Plant development from isolated microspores of Zea mays L.

This paper reports the development of plants from mechanically isolated microspores of corn (Zea mays). Large populations of corn microspores were isolated using technology previously developed for rapeseed. Embryos and callus were developed from microspores in the late uninucleate stage. Scutellar-type embryos developed after two weeks and these could be transferred and germinated on a hormone free medium. However, the large majority of plants recovered from embryos developed only upon transfer to a corn embryogenic callus medium. These embryos produced shoots through organogenesis, and subsequently could be induced to form roots. Plants were developed from these colonies and grown in the greenhouse. The frequency of mature plants developed from the embryos was approximately 5 %. Non embryogenic callus which developed from some microspores have thus far either failed to develop or have developed only roots. Seed set has been obtained on some of the regenerated plants.

The characterization of herbicide tolerant plants in Brassica napus L. after in vitro selection of microspores and protoplasts.

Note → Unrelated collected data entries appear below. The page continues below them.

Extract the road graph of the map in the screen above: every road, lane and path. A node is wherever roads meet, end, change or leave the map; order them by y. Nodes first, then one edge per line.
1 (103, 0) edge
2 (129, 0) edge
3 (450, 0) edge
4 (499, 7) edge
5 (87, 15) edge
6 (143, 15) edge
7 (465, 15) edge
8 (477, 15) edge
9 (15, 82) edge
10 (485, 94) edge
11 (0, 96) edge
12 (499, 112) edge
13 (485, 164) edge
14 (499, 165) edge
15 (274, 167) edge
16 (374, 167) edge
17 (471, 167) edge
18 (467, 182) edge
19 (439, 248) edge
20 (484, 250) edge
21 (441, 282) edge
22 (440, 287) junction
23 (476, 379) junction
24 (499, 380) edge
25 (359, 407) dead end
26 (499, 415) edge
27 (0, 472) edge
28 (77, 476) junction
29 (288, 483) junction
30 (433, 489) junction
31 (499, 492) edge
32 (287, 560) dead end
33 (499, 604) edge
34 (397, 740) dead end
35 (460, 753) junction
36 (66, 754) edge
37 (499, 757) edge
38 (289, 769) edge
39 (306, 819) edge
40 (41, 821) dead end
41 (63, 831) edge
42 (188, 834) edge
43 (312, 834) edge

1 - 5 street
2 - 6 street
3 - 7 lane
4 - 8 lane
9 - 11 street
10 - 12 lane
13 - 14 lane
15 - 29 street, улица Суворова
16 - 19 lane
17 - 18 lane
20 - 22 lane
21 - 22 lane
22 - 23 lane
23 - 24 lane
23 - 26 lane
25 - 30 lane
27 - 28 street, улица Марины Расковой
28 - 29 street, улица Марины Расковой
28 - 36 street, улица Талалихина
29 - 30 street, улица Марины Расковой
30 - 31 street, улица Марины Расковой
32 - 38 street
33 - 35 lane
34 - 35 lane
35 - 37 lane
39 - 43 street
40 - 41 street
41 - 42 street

Brassica napus L.(cv Topas) plants tolerant to chlorsulfuron (CS) were isolated after selection experiments utilizing microspores and haploid protoplasts. The first microspore-derived plant (M-37,) was CS tolerant, haploid and sterile. Normal plant morphology and fertility was restored after colchicine doubling. A CS tolerant plant was also selected from protoplasts (P-26) isolated from microspore-derived embryo tissue and grown on medium containing CS. P-26 was aneuploid, CS tolerant and had very low fertility. The two selected lines produced selfed progeny which were tolerant to from 10-100 times the CS levels of the corresponding Topas plants. Microspores and protoplasts derived from the selfed plants were also CS tolerant. The segregation pattern for CS tolerance from reciprocally crossed progeny of M-37 and Topas was consistent with a semi-dominant nuclear mode of inheritance. Biochemical analysis of the two mutants indicated that the microspore-derived mutant and F1 crosses contained an altered acetohydroxyacid synthase (AHAS) enzyme, while the AHAS activity of the protoplast mutant was similar to Topas. Selfed seed from the M-37 plants have provided tolerance to CS in both greenhouse and field tests. S1 plants from a second microspore selected mutant (M-42) have tolerated 30 g/ha of CS in greenhouse tests. The two single-celled selection systems are discussed and the microspore selection system highlighted as a new method for in vitro selection.

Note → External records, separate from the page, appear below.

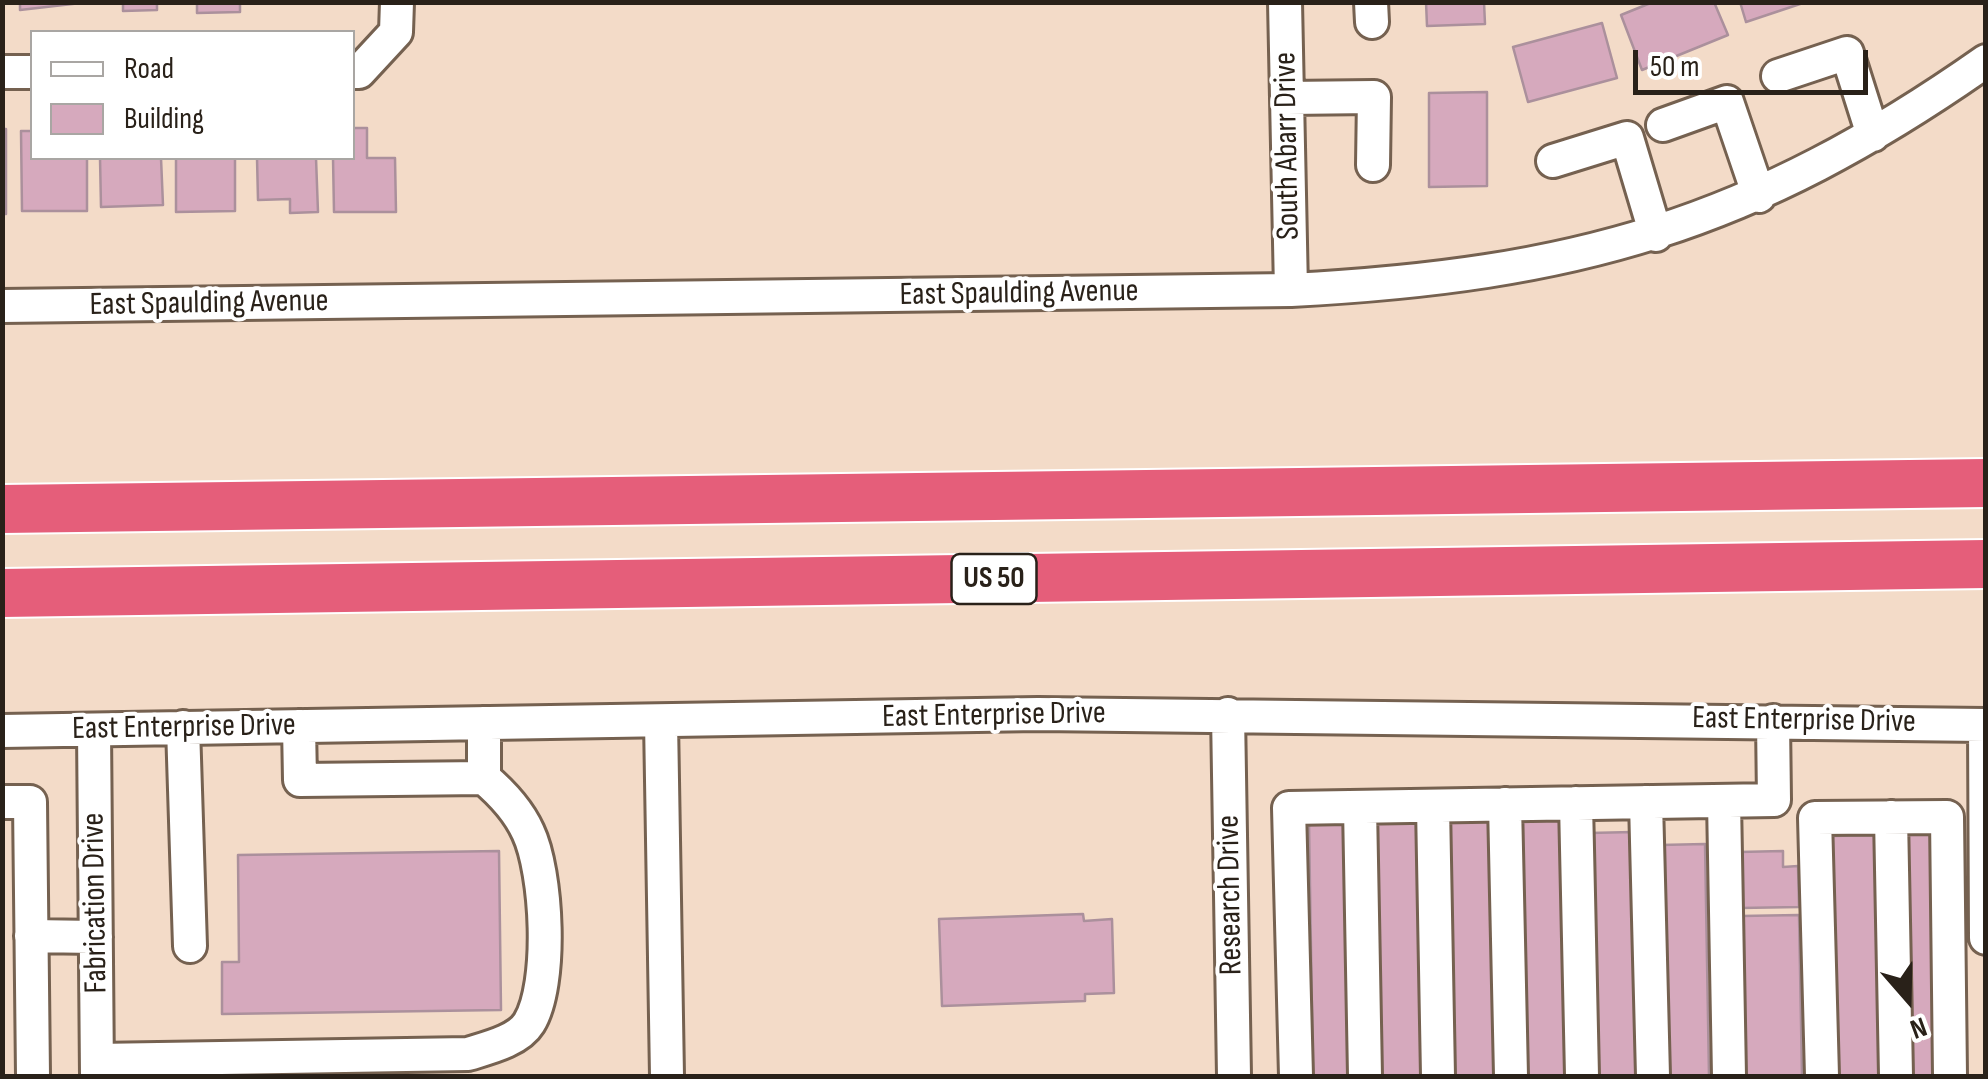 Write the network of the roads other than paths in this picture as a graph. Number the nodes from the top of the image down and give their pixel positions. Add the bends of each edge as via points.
1 (1286, 2) edge
2 (396, 17) edge
3 (2, 72) edge
4 (30, 72) edge
5 (355, 72) edge
6 (1982, 72) edge
7 (1778, 76) dead end
8 (1287, 98) junction
9 (1663, 125) dead end
10 (1873, 135) junction
11 (1554, 161) dead end
12 (1373, 166) dead end
13 (1759, 196) junction
14 (1656, 235) junction
15 (1291, 290) junction
16 (2, 306) edge
17 (1986, 483) edge
18 (2, 510) edge
19 (1986, 564) edge
20 (2, 594) edge
21 (1228, 714) junction
22 (661, 720) junction
23 (1773, 720) junction
24 (484, 723) junction
25 (298, 726) junction
26 (1986, 726) edge
27 (184, 727) junction
28 (94, 730) junction
29 (2, 731) edge
30 (484, 778) junction
31 (1724, 801) junction
32 (2, 802) edge
33 (1646, 802) junction
34 (1505, 804) junction
35 (1576, 804) junction
36 (1433, 806) junction
37 (1360, 807) junction
38 (1891, 818) junction
39 (1985, 919) edge
40 (32, 936) junction
41 (96, 937) junction
42 (1986, 938) edge
43 (190, 946) dead end
44 (97, 1068) edge
45 (33, 1076) edge
46 (667, 1076) edge
47 (1234, 1076) edge
48 (1296, 1076) edge
49 (1365, 1076) edge
50 (1438, 1076) edge
51 (1511, 1076) edge
52 (1582, 1076) edge
53 (1654, 1076) edge
54 (1729, 1076) edge
55 (1822, 1076) edge
56 (1896, 1076) edge
57 (1950, 1076) edge

1 - 8 street, South Abarr Drive
2 - 5 street
3 - 4 street
6 - 10 street, East Spaulding Avenue
7 - 10 street via 1847,54
8 - 12 street via 1374,97
8 - 15 street, South Abarr Drive
9 - 13 street via 1727,102
10 - 13 street, East Spaulding Avenue
11 - 14 street via 1627,138
13 - 14 street, East Spaulding Avenue
14 - 15 street, East Spaulding Avenue via 1496,273
15 - 16 street, East Spaulding Avenue
17 - 18 highway
19 - 20 highway, US 50
21 - 22 street, East Enterprise Drive
21 - 23 street, East Enterprise Drive
21 - 47 street, Research Drive
22 - 24 street, East Enterprise Drive
22 - 46 street
23 - 26 street, East Enterprise Drive
23 - 31 street via 1774,800
24 - 25 street, East Enterprise Drive
24 - 30 street
25 - 27 street, East Enterprise Drive
25 - 30 street via 300,780
26 - 39 street
27 - 28 street, East Enterprise Drive
27 - 43 street
28 - 29 street, East Enterprise Drive
28 - 41 street, Fabrication Drive
30 - 44 street via 508,798 529,833 540,872 544,978 528,1025 468,1054
31 - 33 street
31 - 54 street
32 - 40 street via 30,802
33 - 35 street
33 - 53 street
34 - 35 street
34 - 36 street
34 - 51 street
35 - 52 street
36 - 37 street
36 - 50 street
37 - 48 street via 1290,808
37 - 49 street
38 - 55 street via 1816,818
38 - 56 street
38 - 57 street via 1947,817
39 - 42 street
40 - 41 street
40 - 45 street
41 - 44 street, Fabrication Drive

Efficient isolation of microspores and the production of microspore-derived embryos from Brassica napus.

Mechanical isolation of Brassica napus microspores from whole buds with a micro-blender enabled the rapid isolation of large numbers of microspores free from tissue and cellular debris. The procedure resulted in savings of time and labor and could be used independent of the size and number of buds to be examined. Between 700 and 1000 embryos per bud were obtained. Compared to anther removal there was no difference in embryo yields or quality. Microspore isolation under cool conditions and overnight incubation prior to plating improved the frequency of embryogenesis. Over 75% of the embryos developed into normal torpedo-stage structures if the medium was replenished during culture and the embryos placed on a gyratory shaker. Over 80% of the torpedo-shaped embryos would ultimately develop into plants. The implications of these techniques to genetic and physiological studies are discussed.